_The problem_
Search the listing below for the string "Cruz" and show each line that contains it.

_Record extracts_
════

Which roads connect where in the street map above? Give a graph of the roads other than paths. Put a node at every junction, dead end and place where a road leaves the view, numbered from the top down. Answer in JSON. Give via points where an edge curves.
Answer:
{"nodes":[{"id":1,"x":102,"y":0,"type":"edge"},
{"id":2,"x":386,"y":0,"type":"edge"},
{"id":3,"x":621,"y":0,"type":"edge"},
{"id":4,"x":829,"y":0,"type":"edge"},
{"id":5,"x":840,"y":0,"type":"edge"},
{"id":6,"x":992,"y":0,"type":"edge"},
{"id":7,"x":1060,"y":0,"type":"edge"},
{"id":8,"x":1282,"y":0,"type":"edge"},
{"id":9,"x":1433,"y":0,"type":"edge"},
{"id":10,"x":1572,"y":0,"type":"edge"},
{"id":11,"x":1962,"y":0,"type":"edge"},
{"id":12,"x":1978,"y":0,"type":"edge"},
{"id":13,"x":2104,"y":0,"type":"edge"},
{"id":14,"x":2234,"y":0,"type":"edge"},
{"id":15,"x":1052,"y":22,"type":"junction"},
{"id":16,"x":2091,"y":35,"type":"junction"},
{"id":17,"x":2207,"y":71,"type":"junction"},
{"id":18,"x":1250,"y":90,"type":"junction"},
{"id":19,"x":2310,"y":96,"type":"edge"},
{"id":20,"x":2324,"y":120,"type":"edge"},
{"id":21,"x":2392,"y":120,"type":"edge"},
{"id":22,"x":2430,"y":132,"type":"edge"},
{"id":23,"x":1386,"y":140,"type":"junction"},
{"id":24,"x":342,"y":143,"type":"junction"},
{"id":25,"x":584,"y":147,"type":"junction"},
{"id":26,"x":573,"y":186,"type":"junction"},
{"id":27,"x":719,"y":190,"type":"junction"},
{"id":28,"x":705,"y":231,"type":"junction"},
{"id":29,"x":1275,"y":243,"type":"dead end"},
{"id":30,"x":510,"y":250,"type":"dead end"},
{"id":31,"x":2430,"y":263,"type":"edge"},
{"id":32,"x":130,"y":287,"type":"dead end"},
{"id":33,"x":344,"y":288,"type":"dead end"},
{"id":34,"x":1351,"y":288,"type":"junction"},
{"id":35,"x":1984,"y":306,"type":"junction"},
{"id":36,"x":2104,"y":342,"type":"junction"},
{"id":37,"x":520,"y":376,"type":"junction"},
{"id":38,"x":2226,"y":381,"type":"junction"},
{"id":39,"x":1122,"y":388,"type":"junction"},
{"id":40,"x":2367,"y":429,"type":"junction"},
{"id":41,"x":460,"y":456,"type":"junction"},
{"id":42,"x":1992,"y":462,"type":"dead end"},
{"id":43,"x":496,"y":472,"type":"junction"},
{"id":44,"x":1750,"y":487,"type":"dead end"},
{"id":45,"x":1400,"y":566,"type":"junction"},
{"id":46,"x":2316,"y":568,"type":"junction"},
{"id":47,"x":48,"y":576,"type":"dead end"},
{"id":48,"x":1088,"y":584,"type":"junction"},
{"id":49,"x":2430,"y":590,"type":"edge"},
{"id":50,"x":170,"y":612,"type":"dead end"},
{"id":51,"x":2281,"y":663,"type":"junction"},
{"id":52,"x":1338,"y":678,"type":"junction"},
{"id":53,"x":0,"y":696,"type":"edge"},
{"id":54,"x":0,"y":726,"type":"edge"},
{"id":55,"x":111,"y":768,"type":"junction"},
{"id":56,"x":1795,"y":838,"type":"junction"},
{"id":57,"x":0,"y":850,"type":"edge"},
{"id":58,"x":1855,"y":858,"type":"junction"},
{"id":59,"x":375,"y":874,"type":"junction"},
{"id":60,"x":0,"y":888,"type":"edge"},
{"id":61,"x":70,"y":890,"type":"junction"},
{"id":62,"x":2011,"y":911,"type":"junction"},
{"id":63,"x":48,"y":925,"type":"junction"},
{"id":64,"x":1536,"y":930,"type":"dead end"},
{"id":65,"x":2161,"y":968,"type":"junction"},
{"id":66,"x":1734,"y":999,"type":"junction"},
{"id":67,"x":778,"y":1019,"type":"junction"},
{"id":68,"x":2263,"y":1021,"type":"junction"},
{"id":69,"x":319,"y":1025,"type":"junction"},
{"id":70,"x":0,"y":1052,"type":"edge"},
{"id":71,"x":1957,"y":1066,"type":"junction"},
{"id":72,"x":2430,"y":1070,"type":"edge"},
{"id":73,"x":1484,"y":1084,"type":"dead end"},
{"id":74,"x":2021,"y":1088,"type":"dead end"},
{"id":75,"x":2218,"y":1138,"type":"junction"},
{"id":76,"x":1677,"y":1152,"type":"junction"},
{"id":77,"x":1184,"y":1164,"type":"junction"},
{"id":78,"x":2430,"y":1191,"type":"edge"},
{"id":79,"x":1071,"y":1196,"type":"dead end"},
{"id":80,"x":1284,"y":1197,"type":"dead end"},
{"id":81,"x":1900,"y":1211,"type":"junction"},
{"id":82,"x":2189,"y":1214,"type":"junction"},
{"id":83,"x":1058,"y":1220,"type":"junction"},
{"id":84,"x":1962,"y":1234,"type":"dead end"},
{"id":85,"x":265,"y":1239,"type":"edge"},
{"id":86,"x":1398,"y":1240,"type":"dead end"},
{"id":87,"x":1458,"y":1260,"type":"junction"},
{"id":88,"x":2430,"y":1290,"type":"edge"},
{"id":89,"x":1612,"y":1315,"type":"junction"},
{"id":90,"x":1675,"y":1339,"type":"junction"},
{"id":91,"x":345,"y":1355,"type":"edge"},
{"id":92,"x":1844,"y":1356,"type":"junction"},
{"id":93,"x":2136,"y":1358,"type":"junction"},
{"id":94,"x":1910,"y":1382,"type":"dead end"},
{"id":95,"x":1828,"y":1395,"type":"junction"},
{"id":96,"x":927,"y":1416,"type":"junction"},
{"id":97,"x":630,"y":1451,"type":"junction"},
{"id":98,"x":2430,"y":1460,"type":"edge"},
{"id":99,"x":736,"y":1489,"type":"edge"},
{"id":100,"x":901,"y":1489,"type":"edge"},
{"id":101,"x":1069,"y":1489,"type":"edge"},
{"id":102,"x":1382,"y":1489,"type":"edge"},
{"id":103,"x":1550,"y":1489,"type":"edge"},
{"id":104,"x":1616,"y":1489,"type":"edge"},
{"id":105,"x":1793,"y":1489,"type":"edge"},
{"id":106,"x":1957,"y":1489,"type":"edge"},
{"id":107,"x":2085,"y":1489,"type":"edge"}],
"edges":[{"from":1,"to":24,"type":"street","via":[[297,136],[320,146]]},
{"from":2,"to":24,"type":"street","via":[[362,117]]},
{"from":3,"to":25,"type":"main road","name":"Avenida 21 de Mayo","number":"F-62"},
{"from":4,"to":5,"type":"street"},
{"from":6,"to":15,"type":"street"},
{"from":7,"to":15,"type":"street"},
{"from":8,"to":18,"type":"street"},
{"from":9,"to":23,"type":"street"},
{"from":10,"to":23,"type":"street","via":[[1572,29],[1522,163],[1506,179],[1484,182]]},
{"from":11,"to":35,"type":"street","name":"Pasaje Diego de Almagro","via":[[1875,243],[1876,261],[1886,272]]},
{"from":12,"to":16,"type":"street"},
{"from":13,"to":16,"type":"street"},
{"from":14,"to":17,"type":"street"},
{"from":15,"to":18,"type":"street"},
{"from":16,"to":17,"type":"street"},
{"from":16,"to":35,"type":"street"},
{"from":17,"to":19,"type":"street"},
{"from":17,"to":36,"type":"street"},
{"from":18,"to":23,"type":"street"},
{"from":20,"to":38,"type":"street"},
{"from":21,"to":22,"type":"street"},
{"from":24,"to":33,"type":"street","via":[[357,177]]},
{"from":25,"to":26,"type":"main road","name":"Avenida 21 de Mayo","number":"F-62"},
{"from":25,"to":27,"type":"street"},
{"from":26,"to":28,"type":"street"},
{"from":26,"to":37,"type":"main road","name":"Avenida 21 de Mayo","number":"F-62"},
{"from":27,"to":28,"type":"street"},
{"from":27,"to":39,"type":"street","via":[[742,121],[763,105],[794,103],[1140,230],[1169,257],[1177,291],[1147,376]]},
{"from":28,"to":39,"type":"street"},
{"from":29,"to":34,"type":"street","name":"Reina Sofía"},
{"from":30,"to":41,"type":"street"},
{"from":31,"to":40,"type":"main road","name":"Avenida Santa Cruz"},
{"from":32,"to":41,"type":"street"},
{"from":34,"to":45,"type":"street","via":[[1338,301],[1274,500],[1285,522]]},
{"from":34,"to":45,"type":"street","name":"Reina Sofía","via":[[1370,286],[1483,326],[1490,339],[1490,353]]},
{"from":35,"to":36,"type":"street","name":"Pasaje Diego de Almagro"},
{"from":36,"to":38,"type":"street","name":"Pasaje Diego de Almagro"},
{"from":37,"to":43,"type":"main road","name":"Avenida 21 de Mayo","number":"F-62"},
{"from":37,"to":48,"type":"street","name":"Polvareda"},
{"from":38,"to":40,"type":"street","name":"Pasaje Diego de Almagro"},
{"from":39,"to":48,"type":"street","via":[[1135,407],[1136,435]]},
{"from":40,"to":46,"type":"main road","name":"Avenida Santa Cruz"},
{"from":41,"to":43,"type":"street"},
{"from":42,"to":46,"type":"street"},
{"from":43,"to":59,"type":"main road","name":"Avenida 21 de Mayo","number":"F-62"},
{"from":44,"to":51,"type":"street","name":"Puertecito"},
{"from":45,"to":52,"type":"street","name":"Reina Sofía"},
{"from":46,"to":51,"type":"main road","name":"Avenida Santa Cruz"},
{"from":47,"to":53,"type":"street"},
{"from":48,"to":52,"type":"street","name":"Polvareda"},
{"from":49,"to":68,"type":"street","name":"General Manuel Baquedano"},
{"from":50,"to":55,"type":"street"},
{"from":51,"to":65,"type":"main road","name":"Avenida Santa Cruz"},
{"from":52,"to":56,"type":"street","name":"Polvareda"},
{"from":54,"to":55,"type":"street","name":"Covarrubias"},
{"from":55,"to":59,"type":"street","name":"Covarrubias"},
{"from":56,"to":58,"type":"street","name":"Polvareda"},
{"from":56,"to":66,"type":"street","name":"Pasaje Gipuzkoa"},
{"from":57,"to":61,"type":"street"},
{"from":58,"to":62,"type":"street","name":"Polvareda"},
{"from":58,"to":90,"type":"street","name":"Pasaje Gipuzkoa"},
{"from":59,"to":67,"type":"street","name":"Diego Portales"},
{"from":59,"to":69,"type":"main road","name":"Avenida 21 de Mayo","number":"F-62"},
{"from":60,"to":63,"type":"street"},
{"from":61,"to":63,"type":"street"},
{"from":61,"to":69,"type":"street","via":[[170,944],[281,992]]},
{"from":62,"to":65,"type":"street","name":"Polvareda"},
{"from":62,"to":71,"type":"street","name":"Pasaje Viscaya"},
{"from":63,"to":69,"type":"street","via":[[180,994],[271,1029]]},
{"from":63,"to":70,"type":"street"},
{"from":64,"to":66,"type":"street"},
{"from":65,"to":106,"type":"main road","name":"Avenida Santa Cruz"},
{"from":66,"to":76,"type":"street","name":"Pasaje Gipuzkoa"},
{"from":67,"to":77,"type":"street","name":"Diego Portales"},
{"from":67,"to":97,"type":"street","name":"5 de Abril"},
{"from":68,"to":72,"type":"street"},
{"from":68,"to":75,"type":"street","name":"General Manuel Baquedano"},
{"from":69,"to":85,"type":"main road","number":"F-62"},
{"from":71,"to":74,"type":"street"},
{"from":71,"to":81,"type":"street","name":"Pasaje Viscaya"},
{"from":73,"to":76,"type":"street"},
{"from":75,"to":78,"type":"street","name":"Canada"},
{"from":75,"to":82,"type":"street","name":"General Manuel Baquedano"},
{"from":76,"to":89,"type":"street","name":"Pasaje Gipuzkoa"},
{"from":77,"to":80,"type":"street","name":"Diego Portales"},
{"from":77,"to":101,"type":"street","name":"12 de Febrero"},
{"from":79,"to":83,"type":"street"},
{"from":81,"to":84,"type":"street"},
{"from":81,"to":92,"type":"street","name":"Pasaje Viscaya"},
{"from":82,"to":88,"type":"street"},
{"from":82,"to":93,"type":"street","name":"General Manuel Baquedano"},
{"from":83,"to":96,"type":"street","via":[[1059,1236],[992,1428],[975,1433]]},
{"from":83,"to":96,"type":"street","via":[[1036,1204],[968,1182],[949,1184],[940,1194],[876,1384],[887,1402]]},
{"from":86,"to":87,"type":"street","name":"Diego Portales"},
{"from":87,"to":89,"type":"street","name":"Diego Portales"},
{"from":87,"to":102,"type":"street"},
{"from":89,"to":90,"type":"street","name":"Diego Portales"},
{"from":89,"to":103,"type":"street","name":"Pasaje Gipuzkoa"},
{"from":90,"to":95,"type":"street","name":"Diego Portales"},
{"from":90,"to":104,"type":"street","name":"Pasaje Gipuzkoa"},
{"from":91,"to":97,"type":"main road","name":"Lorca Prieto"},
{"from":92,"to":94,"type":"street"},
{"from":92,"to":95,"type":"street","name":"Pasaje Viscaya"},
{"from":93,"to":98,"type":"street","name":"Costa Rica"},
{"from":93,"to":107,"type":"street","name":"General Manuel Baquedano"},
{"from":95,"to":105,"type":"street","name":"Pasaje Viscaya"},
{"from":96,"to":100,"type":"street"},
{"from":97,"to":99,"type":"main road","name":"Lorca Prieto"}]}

════

_Solution for this problem_
{"from":31,"to":40,"type":"main road","name":"Avenida Santa Cruz"},
{"from":40,"to":46,"type":"main road","name":"Avenida Santa Cruz"},
{"from":46,"to":51,"type":"main road","name":"Avenida Santa Cruz"},
{"from":51,"to":65,"type":"main road","name":"Avenida Santa Cruz"},
{"from":65,"to":106,"type":"main road","name":"Avenida Santa Cruz"},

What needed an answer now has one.